Sokrates’in öldüğünü gördükten sonra demokrasiye olan inancı büyük oranda azaldı aslında onun inancının düştüğü şeye *demagoji de diyebiliriz. Demokrasi yanlış bir karar verip cahiller Sokrates’i idam ettirince fikir anlayışı olarak otorite düşücelere kaydı. Felsefi düşüncelerini burada anlatmak çok güç olsa da bir tanesini kısaca anlatmak gerekirse mağara teorisinde insanların görmek ve inanmak istediği şeyleri görüp inandığından bahsediyor.
Felsefe için özel akademiler açmıştır ve “Devlet” gibi yazılı kaynaklar bırakmıştır.
*bir kimsenin ya da topluluğun duygularını kamçılayarak, okşayarak, ona ya da onlara gerçek dışı şeyler söyleyerek onu ya da onları kendine çekmeye çalışma.
3- Aristoteles
Sıralamaya Aristoteles’i koymasam olmazdı. Aristoteles’in eserleri bir zamanlar sorgusuz bir saygıyla kabul edilmekteydi. Galileo Dünya’nın Güneş etrafında döndüğünü açıkladığında sapkınlıkla suçlandı. Bunun nedeni İncil’e karşı çıkması değildi. Galileo Aristoteles’e karşı çıkma cüretinde bulunmuştu! Aristoteles Platon’un gizemli niteliği olmadan felsefeye katkıda bulunmuştur.
Aristoteles’in yazdıkları daha sistemlidir ve yazı tarzı daha sadedir. Okulda yazdığımız kompozisyonlardaki giriş gelişme sonuç bölümleri Aristoteles’ten çıkmıştır. Hayatına geçecek olursak Platon’un öğrencisiydi. Platon’dan birçok yönde ayrılıp düşüncelerini benimsemese de ona karşı düşmanca bir tutumu yoktur. Aksine, ona karşı çok sıcak bir hayranlık duygusu beslemiştir.
Platon öldükten kısa zaman sonra, MÖ 343 ‘de Makedon 2.Filip ‘in isteğiyle Makedonya sarayında Büyük İskender’e hocalık yapmıştır.

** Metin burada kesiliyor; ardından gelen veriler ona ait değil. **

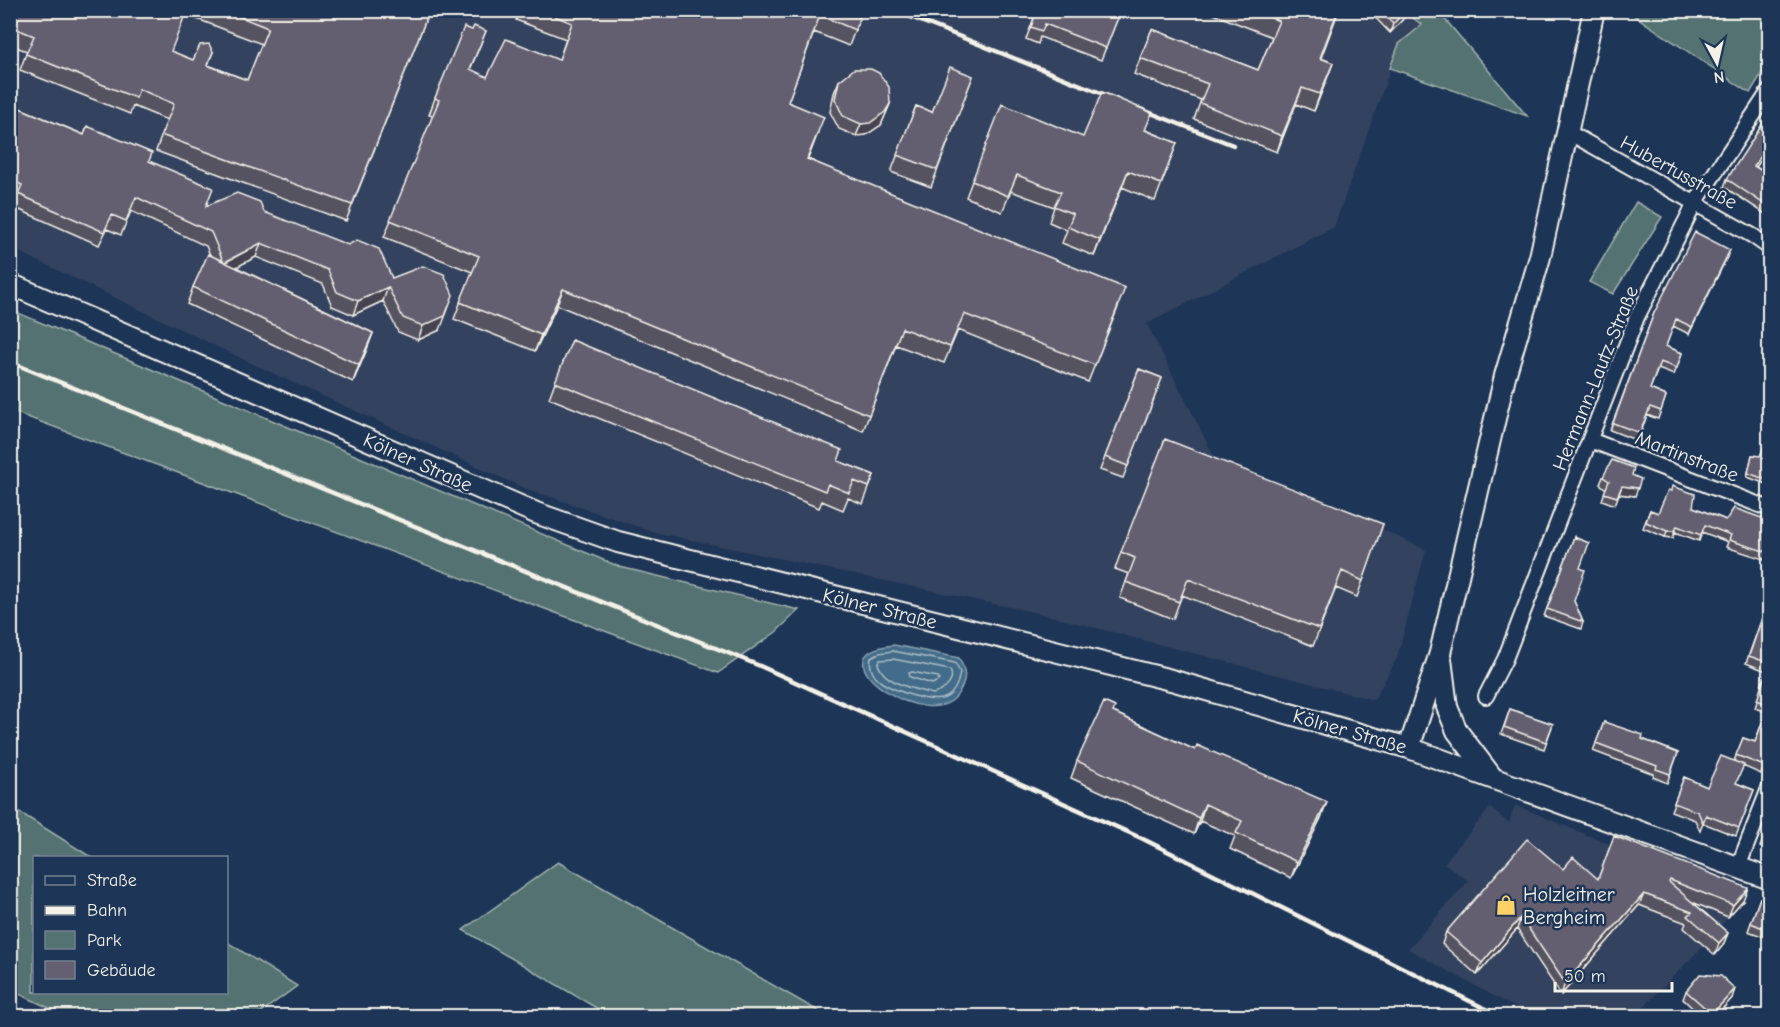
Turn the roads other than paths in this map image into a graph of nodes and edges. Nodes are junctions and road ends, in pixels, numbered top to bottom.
1 (1594, 10) edge
2 (1770, 90) edge
3 (1568, 132) junction
4 (1695, 203) junction
5 (1770, 248) edge
6 (10, 284) edge
7 (1590, 440) junction
8 (1770, 509) edge
9 (1440, 653) junction
10 (1486, 696) dead end
11 (1409, 748) junction
12 (1492, 777) junction
13 (1770, 786) edge
14 (1738, 867) junction
15 (1770, 879) edge

1 - 3 main road
2 - 4 street, Hermann-Lautz-Straße
3 - 4 street, Hubertusstraße
3 - 9 main road
4 - 5 street, Hubertusstraße
4 - 7 street, Hermann-Lautz-Straße
6 - 11 main road, Kölner Straße
7 - 8 street, Martinstraße
7 - 10 street, Hermann-Lautz-Straße
9 - 11 main road
9 - 12 main road
11 - 12 main road, Kölner Straße
12 - 14 main road, Kölner Straße
13 - 14 street
14 - 15 main road, Kölner Straße

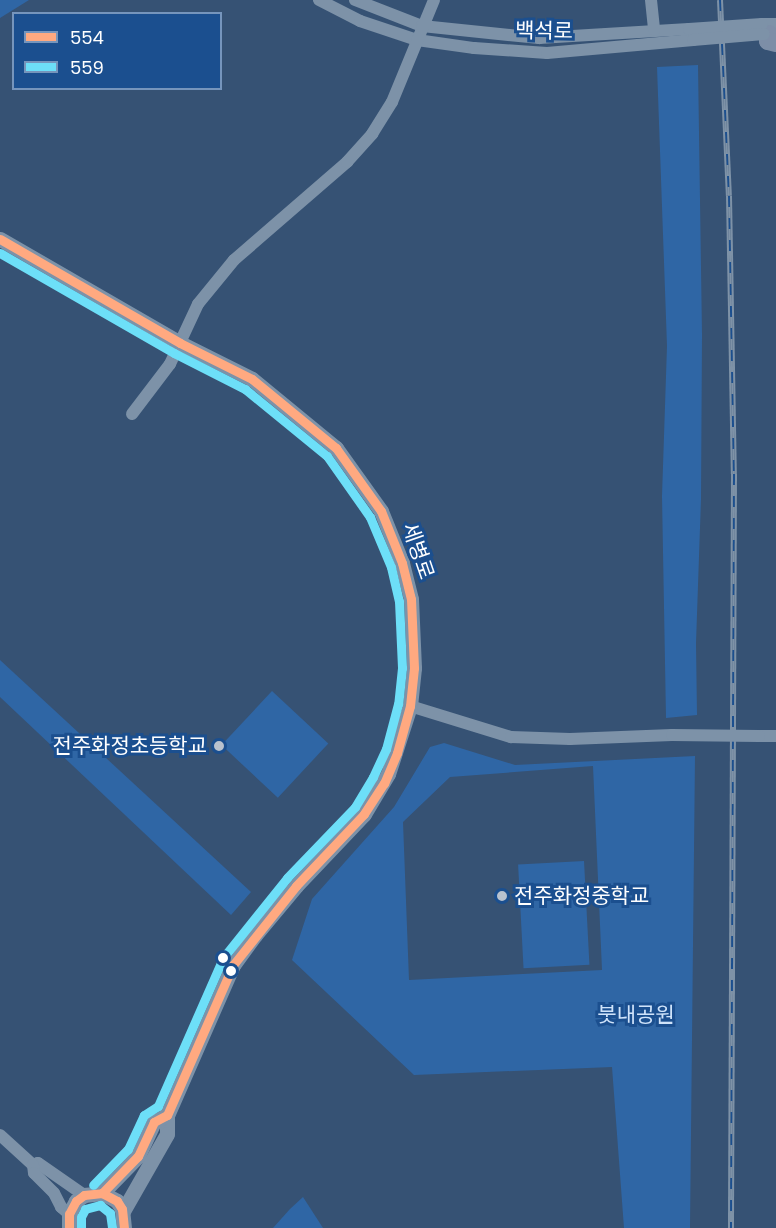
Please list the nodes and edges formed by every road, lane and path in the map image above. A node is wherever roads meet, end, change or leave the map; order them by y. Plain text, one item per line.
1 (319, 0) edge
2 (355, 0) edge
3 (434, 0) edge
4 (651, 0) edge
5 (422, 26) junction
6 (654, 30) junction
7 (770, 32) edge
8 (691, 34) junction
9 (417, 40) junction
10 (0, 239) edge
11 (180, 343) junction
12 (132, 414) dead end
13 (410, 706) junction
14 (776, 736) edge
15 (167, 1115) junction
16 (0, 1135) edge
17 (33, 1165) junction
18 (102, 1193) junction
19 (84, 1195) junction
20 (69, 1221) edge
21 (126, 1221) edge

1 - 9 street, 백석로
2 - 5 street, 백석로
3 - 5 street
4 - 6 street
5 - 6 street, 백석로
5 - 9 street
6 - 8 street, 백석로
7 - 8 street, 백석로, bridge
8 - 9 street, 백석로
9 - 11 street
10 - 11 street, 세병로
11 - 12 street
11 - 13 street, 세병로
13 - 14 street, bridge
13 - 15 street, 세병로
15 - 18 street, 세병로
15 - 21 street, 세병로
16 - 17 street
17 - 19 street
17 - 20 street
18 - 19 street
18 - 21 street, 세병로
19 - 20 street

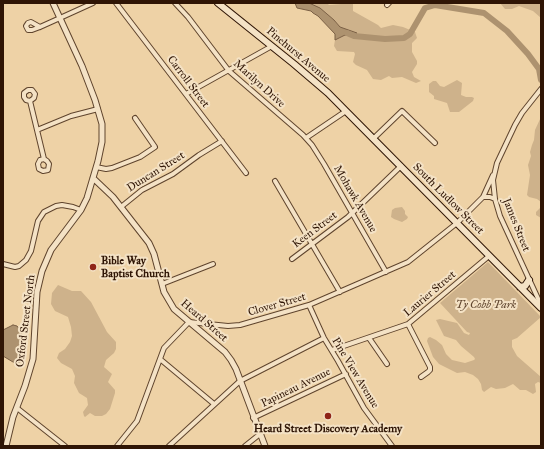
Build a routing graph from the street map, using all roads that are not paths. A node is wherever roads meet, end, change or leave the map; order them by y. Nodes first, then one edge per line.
1 (54, 3) edge
2 (93, 3) edge
3 (116, 3) edge
4 (175, 3) edge
5 (218, 3) edge
6 (60, 18) junction
7 (40, 27) dead end
8 (272, 46) junction
9 (228, 71) junction
10 (541, 89) edge
11 (186, 94) junction
12 (30, 101) dead end
13 (98, 109) junction
14 (346, 111) junction
15 (135, 118) dead end
16 (360, 126) joint
17 (37, 130) junction
18 (306, 138) junction
19 (373, 139) junction
20 (222, 141) junction
21 (435, 143) dead end
22 (44, 159) dead end
23 (401, 166) junction
24 (96, 167) junction
25 (495, 169) junction
26 (246, 173) dead end
27 (93, 178) junction
28 (275, 181) dead end
29 (483, 197) junction
30 (495, 199) junction
31 (121, 207) junction
32 (80, 210) junction
33 (352, 213) junction
34 (457, 223) junction
35 (312, 244) junction
36 (489, 256) junction
37 (292, 258) dead end
38 (3, 264) edge
39 (213, 264) dead end
40 (386, 272) junction
41 (529, 280) junction
42 (162, 284) junction
43 (520, 287) junction
44 (534, 290) junction
45 (541, 290) edge
46 (340, 292) junction
47 (309, 305) junction
48 (541, 305) edge
49 (541, 308) edge
50 (189, 322) junction
51 (408, 324) junction
52 (324, 338) junction
53 (369, 338) junction
54 (332, 350) junction
55 (160, 360) junction
56 (387, 364) dead end
57 (346, 374) junction
58 (421, 377) dead end
59 (240, 381) junction
60 (214, 404) junction
61 (16, 408) junction
62 (254, 418) junction
63 (260, 434) junction
64 (6, 446) edge
65 (65, 446) edge
66 (117, 446) edge
67 (169, 446) edge
68 (245, 446) edge
69 (265, 446) edge
70 (392, 446) edge

1 - 6 street, Oxford Street North
2 - 6 street
3 - 11 street, Carroll Street
4 - 9 street, Marilyn Drive
5 - 8 main road, Pinehurst Avenue
6 - 7 street
6 - 13 street, Oxford Street North
8 - 9 street
8 - 14 main road, Pinehurst Avenue
9 - 11 street
9 - 18 street, Marilyn Drive
10 - 25 street, James Street
11 - 20 street, Carroll Street
12 - 17 street
13 - 17 street
13 - 24 street, Oxford Street North
14 - 16 main road, Pinehurst Avenue
14 - 18 street
15 - 24 street
16 - 19 main road, South Ludlow Street
17 - 22 street
18 - 33 street, Mohawk Avenue
19 - 21 street
19 - 23 main road, South Ludlow Street
20 - 26 street, Carroll Street
20 - 31 street, Duncan Street
23 - 33 street, Keen Street
23 - 34 main road, South Ludlow Street
24 - 27 street, Oxford Street North
25 - 29 street, Clover Street
25 - 30 street, James Street
27 - 31 street, Heard Street
27 - 32 street, Oxford Street North
28 - 35 street
29 - 30 street
29 - 34 street, Clover Street
30 - 41 street, James Street
31 - 42 street, Heard Street
32 - 38 street
32 - 61 street, Oxford Street North
33 - 35 street, Keen Street
33 - 40 street, Mohawk Avenue
34 - 36 main road, South Ludlow Street
34 - 40 street, Clover Street
35 - 37 street, Keen Street
35 - 46 street
36 - 43 main road, South Ludlow Street
36 - 51 street, Laurier Street
39 - 42 street
40 - 46 street, Clover Street
41 - 43 main road
41 - 44 street, James Street
42 - 50 street, Heard Street
43 - 49 main road, South Ludlow Street
44 - 45 street
44 - 48 street, James Street
46 - 47 street, Clover Street
47 - 50 street, Clover Street
47 - 52 street, Pine View Avenue
50 - 55 street
50 - 59 street, Heard Street
51 - 53 street, Laurier Street
51 - 58 street
52 - 54 street, Pine View Avenue
52 - 59 street
53 - 54 street, Laurier Street
53 - 56 street
54 - 57 street, Pine View Avenue
55 - 60 street
55 - 66 street
57 - 62 street, Papineau Avenue
57 - 70 street, Pine View Avenue
59 - 60 street
59 - 62 street, Heard Street
60 - 67 street
61 - 64 street, Oxford Street North
61 - 65 street
62 - 63 street, Heard Street
63 - 68 street
63 - 69 street, Heard Street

Aristoteles eğitmen olarak 4 yıl görev yaptı ancak yaşadığı şeyler onu hiçbir zaman imparatorluk fikrine ısındırmadı. Aristoteles için ideal siyasi birim hep Yunan şehir devleti oldu. Aristoteles’in felsefesi ve düşünceleri Platon’da gördüğü eksikliklerden doğdu. “Form ve Madde”, ” Neden”, “Teoloji”, “Mantık” ve daha bir sürü konu hakında düşüncelerini belirtmiştir.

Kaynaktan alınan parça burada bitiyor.